Two photographs, one shows a wood house and the other shows the detail of a wood beams crossing each other and fastened together with green straps.

by Clara Mu He (MArch I 24)

In recent decades, as we recognize that our extractive practices are driving humanity toward an imminent environmental crisis, there has been a renewed interest in reusing construction materials. Against the backdrop of a national housing crisis, densification policies, and an anticipated surge in residential construction and demolition—compounded by challenges of lumber shortages and sustainability concerns—there is an imperative to rethink how we build and demolish houses.

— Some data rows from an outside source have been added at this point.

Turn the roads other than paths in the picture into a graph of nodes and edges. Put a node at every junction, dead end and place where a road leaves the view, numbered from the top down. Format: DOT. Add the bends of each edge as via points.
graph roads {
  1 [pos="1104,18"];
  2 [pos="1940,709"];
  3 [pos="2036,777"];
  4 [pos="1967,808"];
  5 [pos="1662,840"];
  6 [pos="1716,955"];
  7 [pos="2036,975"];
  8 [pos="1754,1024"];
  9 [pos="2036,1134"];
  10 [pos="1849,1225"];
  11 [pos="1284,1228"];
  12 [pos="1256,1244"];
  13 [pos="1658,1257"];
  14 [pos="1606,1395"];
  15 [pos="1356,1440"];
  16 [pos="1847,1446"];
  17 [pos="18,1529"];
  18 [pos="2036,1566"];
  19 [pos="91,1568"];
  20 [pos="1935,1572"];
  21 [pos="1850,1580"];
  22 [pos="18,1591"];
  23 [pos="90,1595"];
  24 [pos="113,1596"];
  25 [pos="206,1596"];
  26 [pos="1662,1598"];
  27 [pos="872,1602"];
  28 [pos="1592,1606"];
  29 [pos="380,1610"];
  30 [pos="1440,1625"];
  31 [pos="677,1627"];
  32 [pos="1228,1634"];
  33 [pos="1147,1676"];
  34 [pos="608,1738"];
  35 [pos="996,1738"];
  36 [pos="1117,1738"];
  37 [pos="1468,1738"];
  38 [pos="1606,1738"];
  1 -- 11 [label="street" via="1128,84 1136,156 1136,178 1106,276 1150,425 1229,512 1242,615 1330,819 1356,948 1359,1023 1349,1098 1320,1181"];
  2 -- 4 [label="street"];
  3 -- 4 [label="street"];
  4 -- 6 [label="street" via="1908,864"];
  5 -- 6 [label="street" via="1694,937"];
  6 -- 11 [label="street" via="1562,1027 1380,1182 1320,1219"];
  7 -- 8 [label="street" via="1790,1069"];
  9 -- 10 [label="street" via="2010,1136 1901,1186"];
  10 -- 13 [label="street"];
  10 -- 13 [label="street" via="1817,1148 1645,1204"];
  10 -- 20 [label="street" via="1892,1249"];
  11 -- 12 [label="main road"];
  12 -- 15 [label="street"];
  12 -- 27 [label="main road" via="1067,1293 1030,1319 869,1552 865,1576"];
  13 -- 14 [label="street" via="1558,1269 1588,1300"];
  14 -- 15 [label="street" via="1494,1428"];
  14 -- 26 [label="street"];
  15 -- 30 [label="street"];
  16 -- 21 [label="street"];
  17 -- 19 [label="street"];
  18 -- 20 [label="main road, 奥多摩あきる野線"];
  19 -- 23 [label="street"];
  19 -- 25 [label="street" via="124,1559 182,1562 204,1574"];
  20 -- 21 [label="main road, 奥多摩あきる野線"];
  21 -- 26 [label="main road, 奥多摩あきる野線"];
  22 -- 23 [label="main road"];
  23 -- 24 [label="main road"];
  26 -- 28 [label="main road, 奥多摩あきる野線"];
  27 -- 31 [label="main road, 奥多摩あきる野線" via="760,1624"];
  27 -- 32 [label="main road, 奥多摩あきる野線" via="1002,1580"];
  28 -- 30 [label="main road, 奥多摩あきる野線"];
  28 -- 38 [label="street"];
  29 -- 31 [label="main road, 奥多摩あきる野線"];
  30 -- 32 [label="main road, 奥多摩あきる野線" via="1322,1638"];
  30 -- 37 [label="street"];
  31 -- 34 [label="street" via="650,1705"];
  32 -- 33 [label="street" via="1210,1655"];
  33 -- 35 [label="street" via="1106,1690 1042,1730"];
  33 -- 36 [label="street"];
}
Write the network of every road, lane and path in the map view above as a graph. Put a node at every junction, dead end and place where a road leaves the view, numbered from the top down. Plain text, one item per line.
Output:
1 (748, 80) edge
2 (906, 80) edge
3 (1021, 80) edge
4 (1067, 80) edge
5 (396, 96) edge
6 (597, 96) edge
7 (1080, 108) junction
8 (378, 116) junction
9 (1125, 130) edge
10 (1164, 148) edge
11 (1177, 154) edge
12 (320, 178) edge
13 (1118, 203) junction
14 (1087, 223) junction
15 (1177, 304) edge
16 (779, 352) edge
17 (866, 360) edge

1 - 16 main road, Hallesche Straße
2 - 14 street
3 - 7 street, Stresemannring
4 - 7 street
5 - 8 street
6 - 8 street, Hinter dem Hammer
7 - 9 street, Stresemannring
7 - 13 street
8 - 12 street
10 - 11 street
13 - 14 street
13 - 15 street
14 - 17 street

The predominant method of housing construction in America today is wood framing, which relies heavily on nails and adhesives. This makes materials difficult to reuse and contributes to environmental pollution due to the disposal of wood from demolitions. To divert wood waste from landfills, this thesis proposes a Design for Disassembly (DfD) wood framing system: the Strapped House. Inspired by traditional bamboo construction in Southeast Asia, this system aims to reinvent wood framing by introducing strapping as a non-intrusive means of assembly, facilitating easier disassembly and maintaining material integrity. The approach recognizes the momentum of our current construction industry and leverages the skill sets of local contractors. Instead of centralized prefabrication of panels or modules, the Strapped House system adopts a bottom-up approach, seamlessly integrating into the current labor market of housing construction and empowering local builders to actively participate in sustainable construction and deconstruction.

To demonstrate the application of the Strapped House system, this thesis proposes a three-phased incremental construction on a newly upzoned residential lot in Mattapan, Boston. The proposal illustrates the possibility of building six units on a previously low-density lot, enabling sustainable urban densification.